## WORK ITEM
Using the listing below, set down exactly the lines starting at the line that contains "thumb ip: (907, 1020)" and ending at the line that contains "thumb cmc: (1075, 1147)", both included, and no others.
━━ DATASET RECORDS ━━
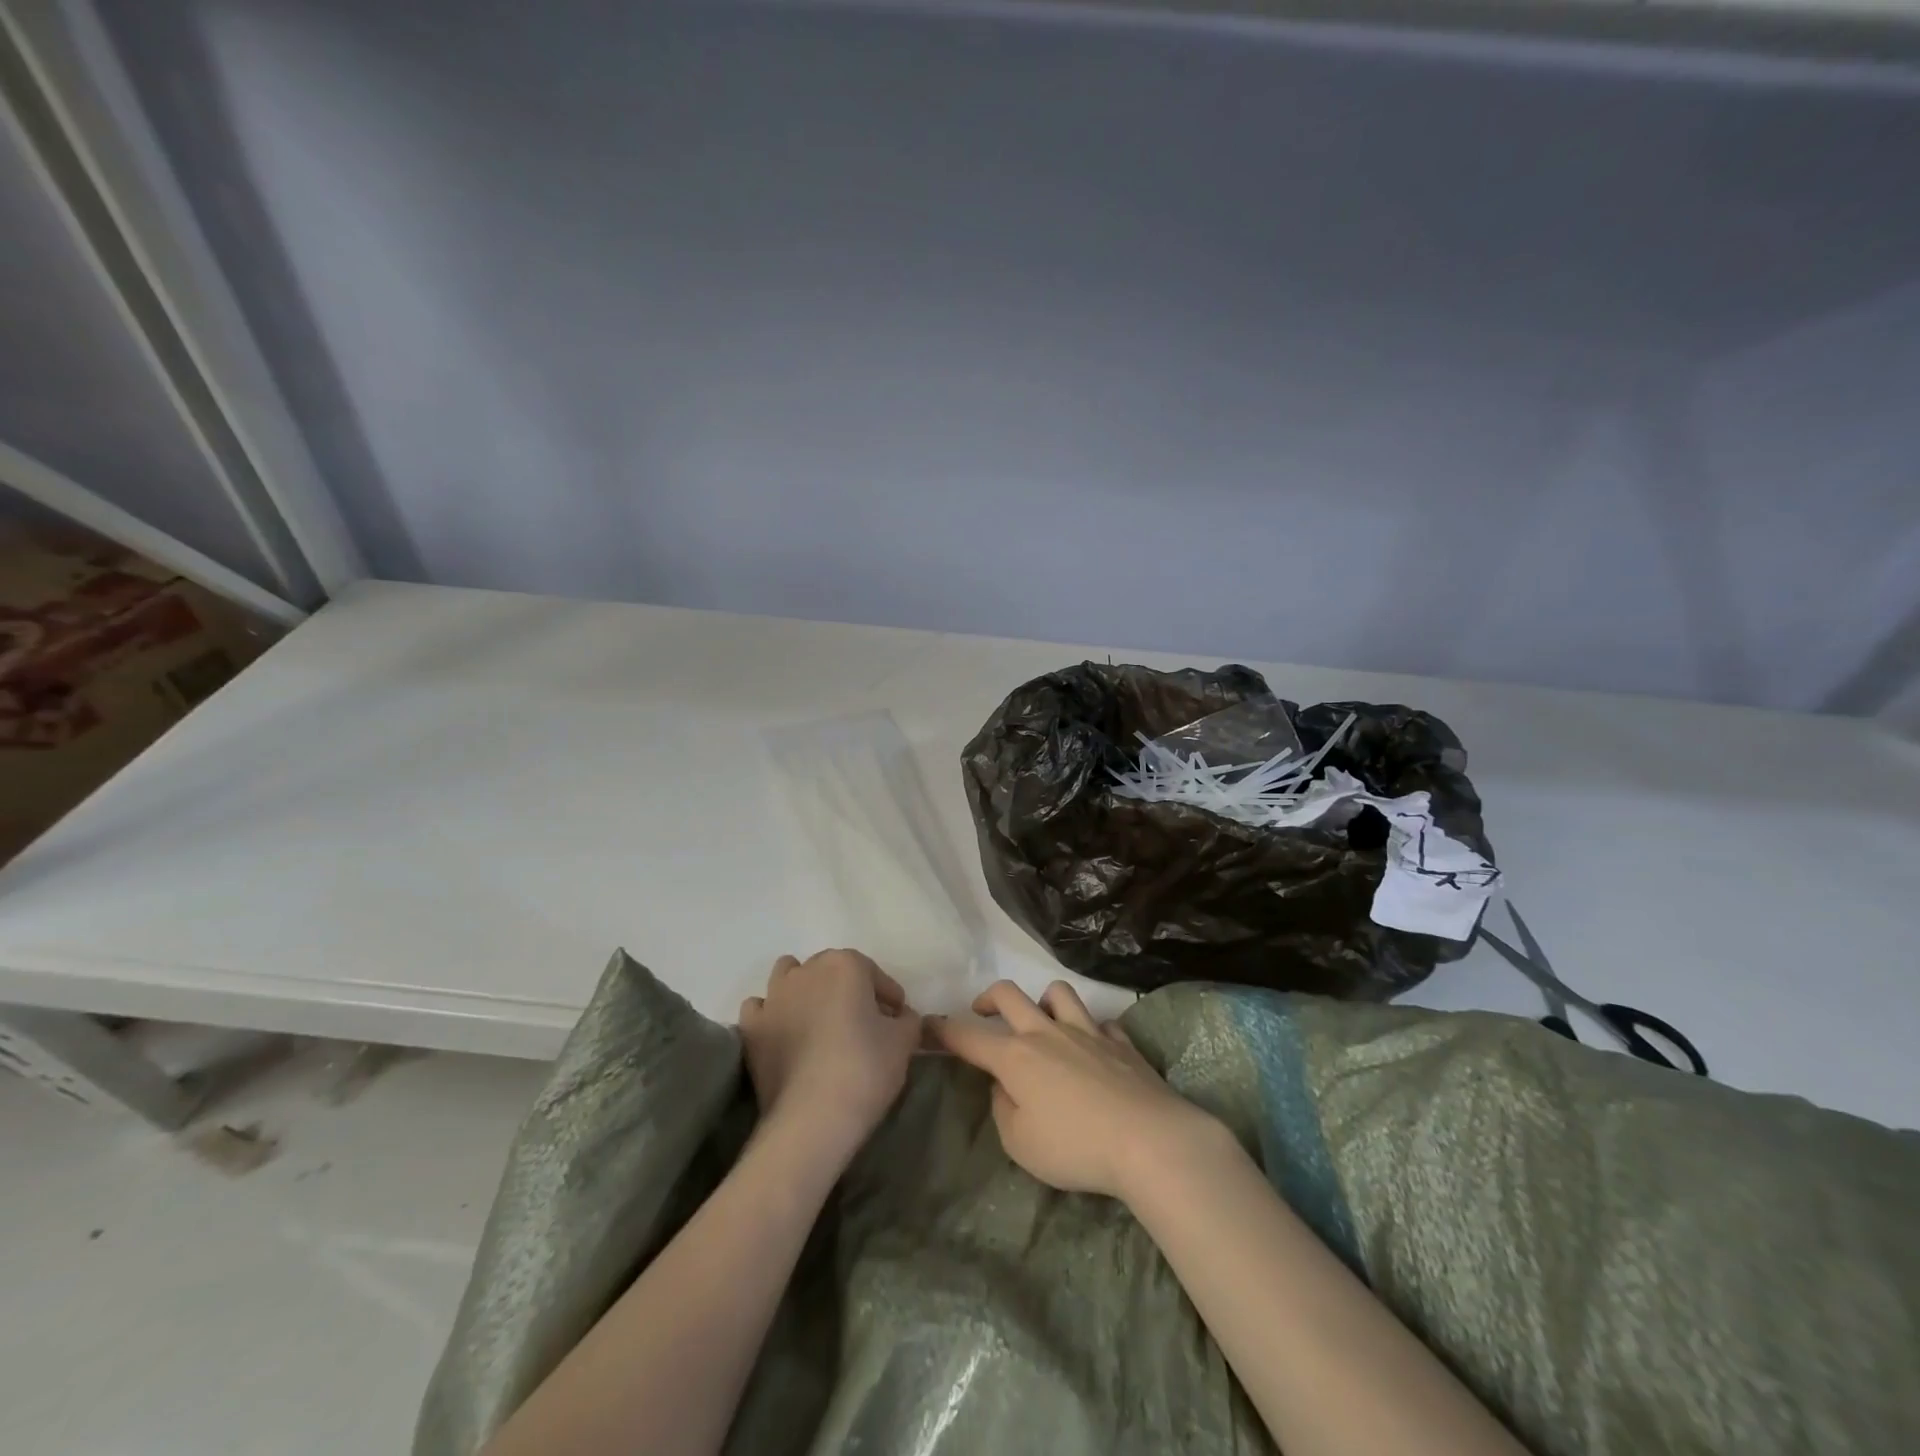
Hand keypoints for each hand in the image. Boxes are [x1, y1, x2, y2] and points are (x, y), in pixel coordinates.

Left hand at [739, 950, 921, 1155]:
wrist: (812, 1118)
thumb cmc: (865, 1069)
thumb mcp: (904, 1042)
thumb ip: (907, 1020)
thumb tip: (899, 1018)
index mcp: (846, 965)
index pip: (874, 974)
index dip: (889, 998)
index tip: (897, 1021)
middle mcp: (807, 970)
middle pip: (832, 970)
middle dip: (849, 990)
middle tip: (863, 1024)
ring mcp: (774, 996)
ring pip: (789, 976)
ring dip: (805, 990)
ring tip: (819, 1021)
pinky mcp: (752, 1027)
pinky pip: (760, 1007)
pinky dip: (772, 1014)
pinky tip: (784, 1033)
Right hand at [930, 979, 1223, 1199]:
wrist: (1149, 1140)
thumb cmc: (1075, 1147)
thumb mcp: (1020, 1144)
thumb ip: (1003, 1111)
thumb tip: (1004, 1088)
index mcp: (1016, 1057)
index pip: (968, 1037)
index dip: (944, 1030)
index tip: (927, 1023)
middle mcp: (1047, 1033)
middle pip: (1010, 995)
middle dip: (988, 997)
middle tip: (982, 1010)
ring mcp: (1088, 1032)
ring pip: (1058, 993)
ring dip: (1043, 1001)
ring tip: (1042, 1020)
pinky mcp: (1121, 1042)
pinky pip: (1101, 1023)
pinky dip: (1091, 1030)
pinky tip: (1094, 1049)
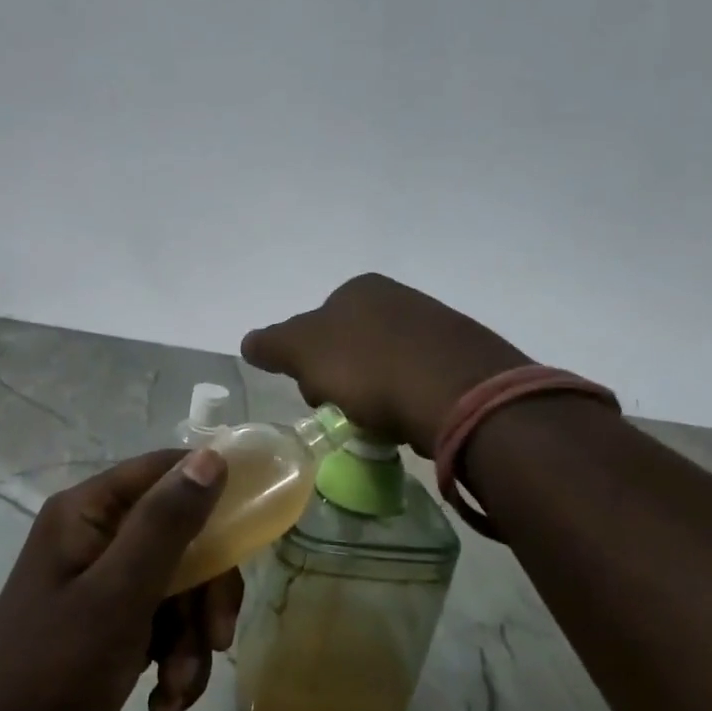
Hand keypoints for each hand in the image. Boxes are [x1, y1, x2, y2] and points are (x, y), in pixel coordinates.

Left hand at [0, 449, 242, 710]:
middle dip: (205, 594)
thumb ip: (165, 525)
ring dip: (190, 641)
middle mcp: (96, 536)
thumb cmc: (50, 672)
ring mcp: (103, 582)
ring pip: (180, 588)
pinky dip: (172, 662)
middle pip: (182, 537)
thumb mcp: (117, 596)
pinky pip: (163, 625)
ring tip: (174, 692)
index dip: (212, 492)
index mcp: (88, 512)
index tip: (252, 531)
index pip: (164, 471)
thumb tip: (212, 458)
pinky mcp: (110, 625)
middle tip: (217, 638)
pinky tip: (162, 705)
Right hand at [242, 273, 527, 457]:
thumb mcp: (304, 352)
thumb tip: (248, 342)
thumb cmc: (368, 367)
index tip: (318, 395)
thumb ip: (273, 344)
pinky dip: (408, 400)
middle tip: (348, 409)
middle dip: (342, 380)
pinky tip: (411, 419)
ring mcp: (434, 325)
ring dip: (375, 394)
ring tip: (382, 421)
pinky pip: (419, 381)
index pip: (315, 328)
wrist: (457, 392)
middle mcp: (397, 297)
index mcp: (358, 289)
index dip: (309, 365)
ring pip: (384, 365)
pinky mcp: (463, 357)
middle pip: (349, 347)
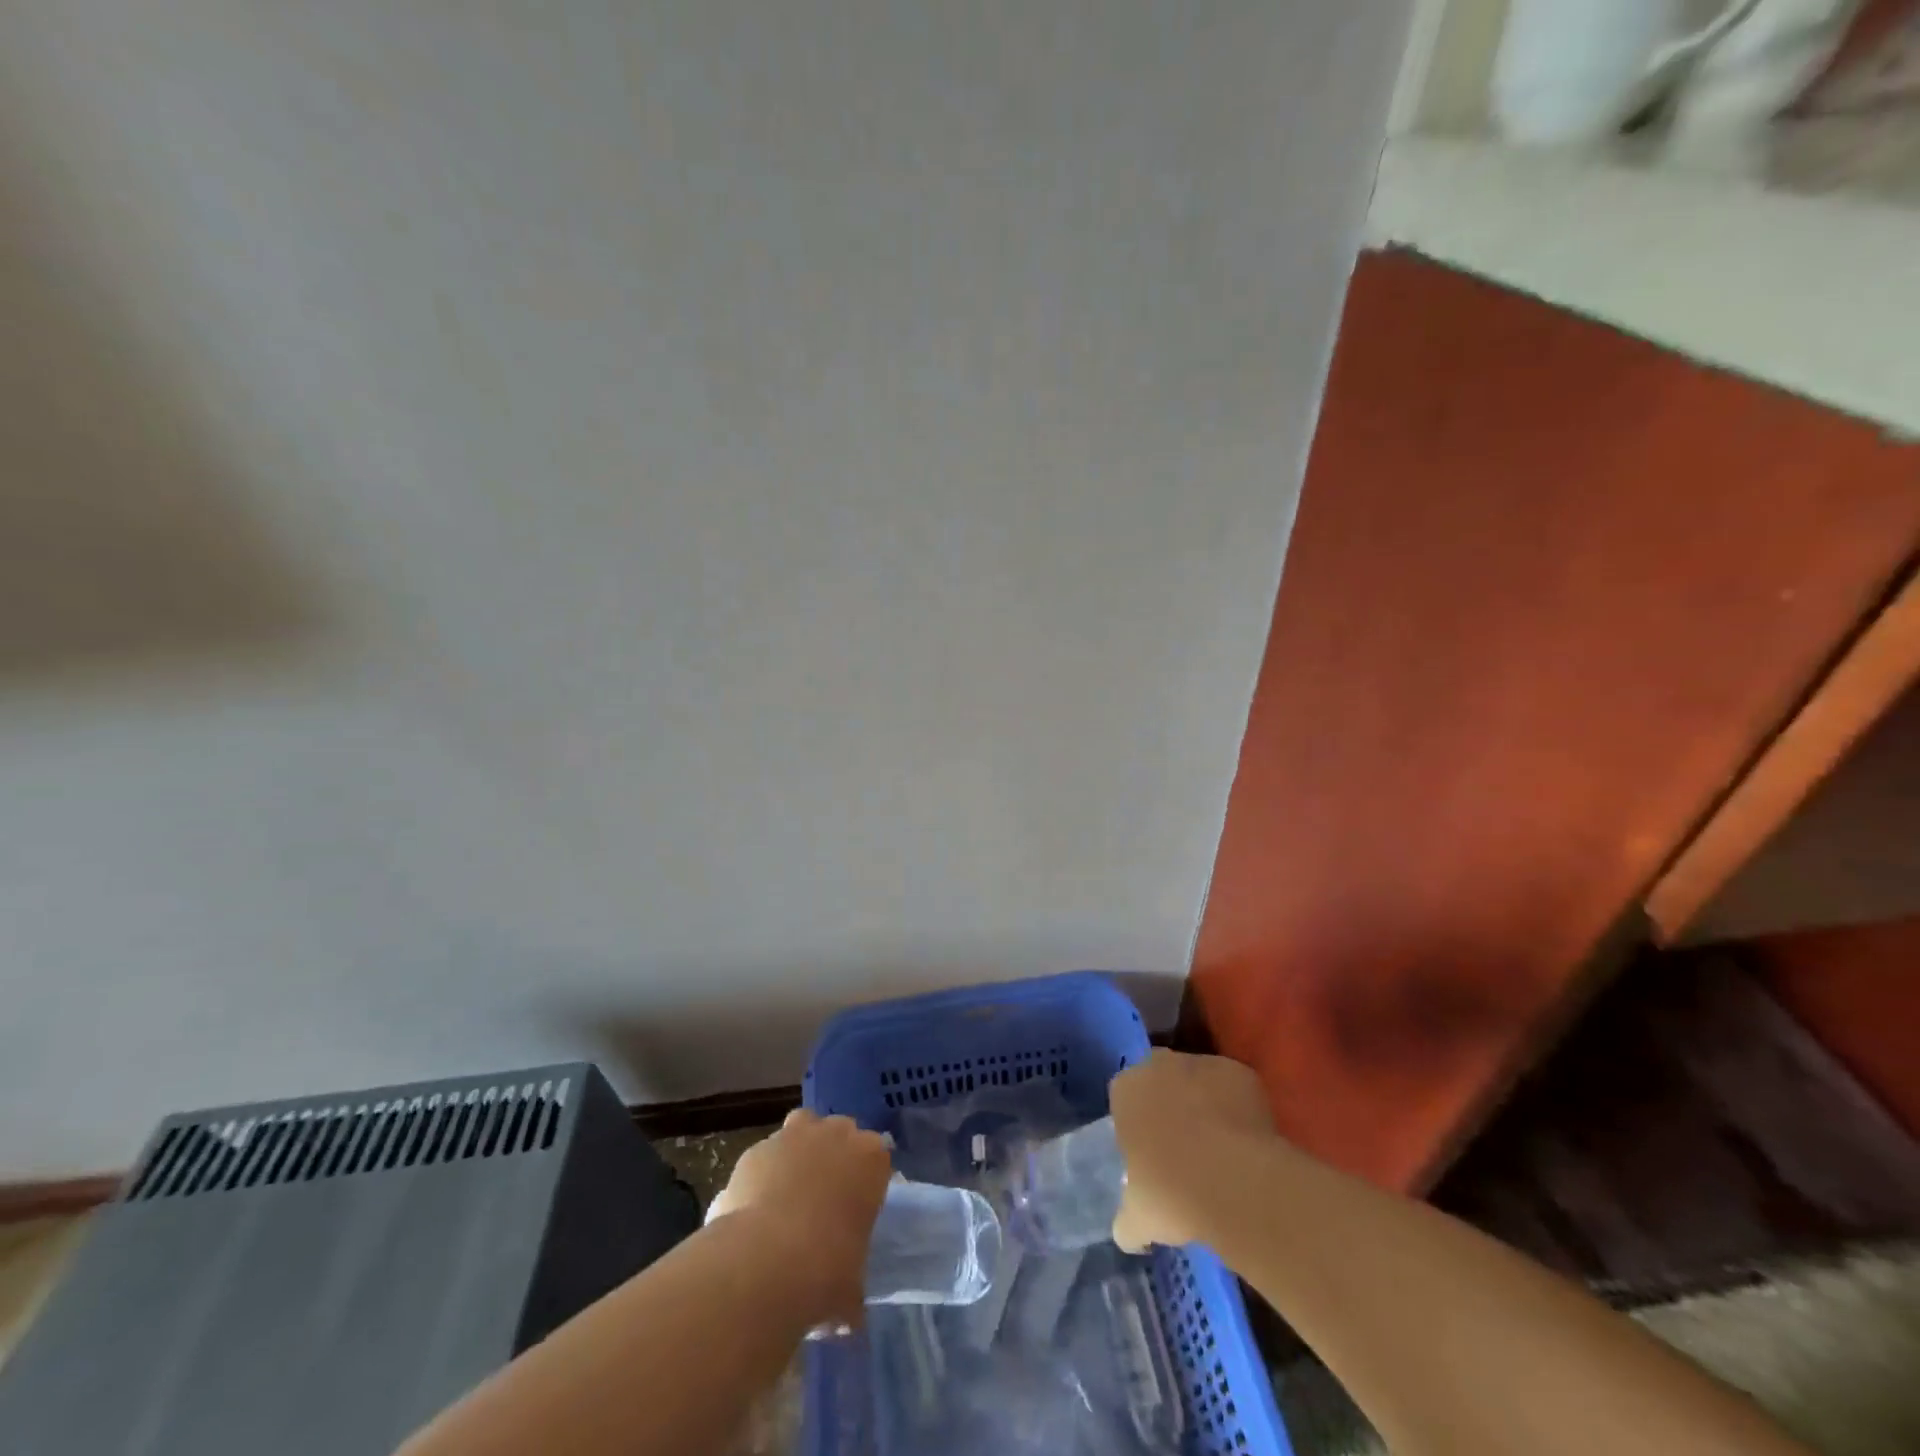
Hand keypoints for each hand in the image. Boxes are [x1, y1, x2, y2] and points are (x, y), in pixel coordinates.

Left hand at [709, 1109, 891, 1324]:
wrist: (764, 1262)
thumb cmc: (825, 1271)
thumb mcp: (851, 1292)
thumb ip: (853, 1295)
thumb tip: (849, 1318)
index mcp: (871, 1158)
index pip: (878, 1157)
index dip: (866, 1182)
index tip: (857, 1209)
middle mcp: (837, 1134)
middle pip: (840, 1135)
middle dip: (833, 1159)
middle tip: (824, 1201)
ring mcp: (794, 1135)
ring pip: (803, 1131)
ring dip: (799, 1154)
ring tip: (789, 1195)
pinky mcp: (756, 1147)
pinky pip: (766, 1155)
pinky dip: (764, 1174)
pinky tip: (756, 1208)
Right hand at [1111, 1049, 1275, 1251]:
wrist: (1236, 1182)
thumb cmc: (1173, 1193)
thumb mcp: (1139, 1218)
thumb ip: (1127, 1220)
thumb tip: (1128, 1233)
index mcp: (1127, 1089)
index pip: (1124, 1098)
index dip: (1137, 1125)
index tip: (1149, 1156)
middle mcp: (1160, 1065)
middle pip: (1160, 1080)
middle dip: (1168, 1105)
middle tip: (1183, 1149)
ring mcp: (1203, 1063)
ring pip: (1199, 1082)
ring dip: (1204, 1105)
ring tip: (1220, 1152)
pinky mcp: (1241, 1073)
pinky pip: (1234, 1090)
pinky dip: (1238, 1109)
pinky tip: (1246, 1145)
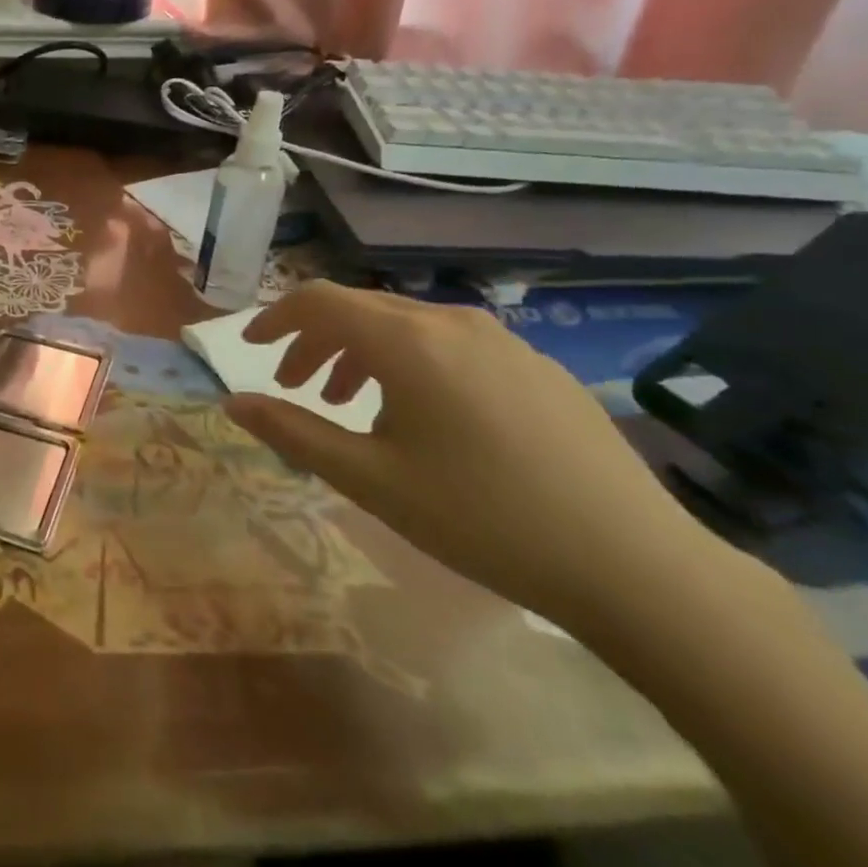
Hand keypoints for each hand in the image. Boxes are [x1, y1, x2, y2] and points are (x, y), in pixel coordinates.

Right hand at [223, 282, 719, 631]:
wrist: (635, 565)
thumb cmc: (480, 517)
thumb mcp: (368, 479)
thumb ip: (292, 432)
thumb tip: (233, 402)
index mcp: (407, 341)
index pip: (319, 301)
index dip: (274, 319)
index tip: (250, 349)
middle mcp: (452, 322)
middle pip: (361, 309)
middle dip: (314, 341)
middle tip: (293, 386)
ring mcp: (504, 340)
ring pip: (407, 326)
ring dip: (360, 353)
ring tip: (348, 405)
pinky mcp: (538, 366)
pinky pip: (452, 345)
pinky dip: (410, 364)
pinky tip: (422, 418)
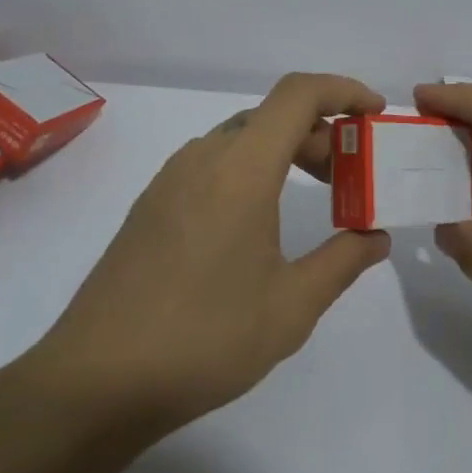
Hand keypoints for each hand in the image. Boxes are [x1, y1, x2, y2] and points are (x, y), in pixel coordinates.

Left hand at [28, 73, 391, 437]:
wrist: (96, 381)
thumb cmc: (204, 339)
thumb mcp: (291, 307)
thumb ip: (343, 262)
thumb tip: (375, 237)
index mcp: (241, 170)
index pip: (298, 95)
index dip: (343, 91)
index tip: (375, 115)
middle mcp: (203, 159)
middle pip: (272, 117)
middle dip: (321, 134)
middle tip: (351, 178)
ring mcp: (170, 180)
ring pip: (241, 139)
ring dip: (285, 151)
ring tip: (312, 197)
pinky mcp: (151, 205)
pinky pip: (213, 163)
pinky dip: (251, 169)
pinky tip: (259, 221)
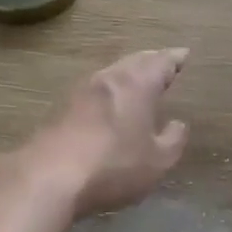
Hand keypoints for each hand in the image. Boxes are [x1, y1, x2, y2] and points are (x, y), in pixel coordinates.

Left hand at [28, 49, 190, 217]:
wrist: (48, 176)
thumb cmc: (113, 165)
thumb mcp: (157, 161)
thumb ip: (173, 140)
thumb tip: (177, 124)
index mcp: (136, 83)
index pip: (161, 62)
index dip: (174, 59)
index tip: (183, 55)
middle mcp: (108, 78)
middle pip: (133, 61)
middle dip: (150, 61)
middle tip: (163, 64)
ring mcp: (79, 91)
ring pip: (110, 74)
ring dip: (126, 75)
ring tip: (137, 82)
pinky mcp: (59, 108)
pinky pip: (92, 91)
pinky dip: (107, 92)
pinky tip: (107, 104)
━━━
## EXPECTED OUTPUT
thumb ip: (907, 1020)
thumb tip: (899, 1018)
index mcp: (846, 965)
index pip: (874, 974)
index dip: (889, 998)
index tip: (897, 1021)
middle mcp: (807, 970)
middle pip: (832, 970)
middle dip: (849, 990)
middle tip: (863, 1024)
ring mcp: (774, 996)
ring pip: (789, 976)
ring dip: (805, 990)
ring tip: (819, 1021)
pinky mcp: (752, 1027)
pinky pip: (760, 1007)
pinky dip: (772, 1014)
pinky tip: (784, 1033)
Right hand at [930, 979, 1223, 1199]:
wrist: (1149, 1140)
thumb cmc: (1075, 1147)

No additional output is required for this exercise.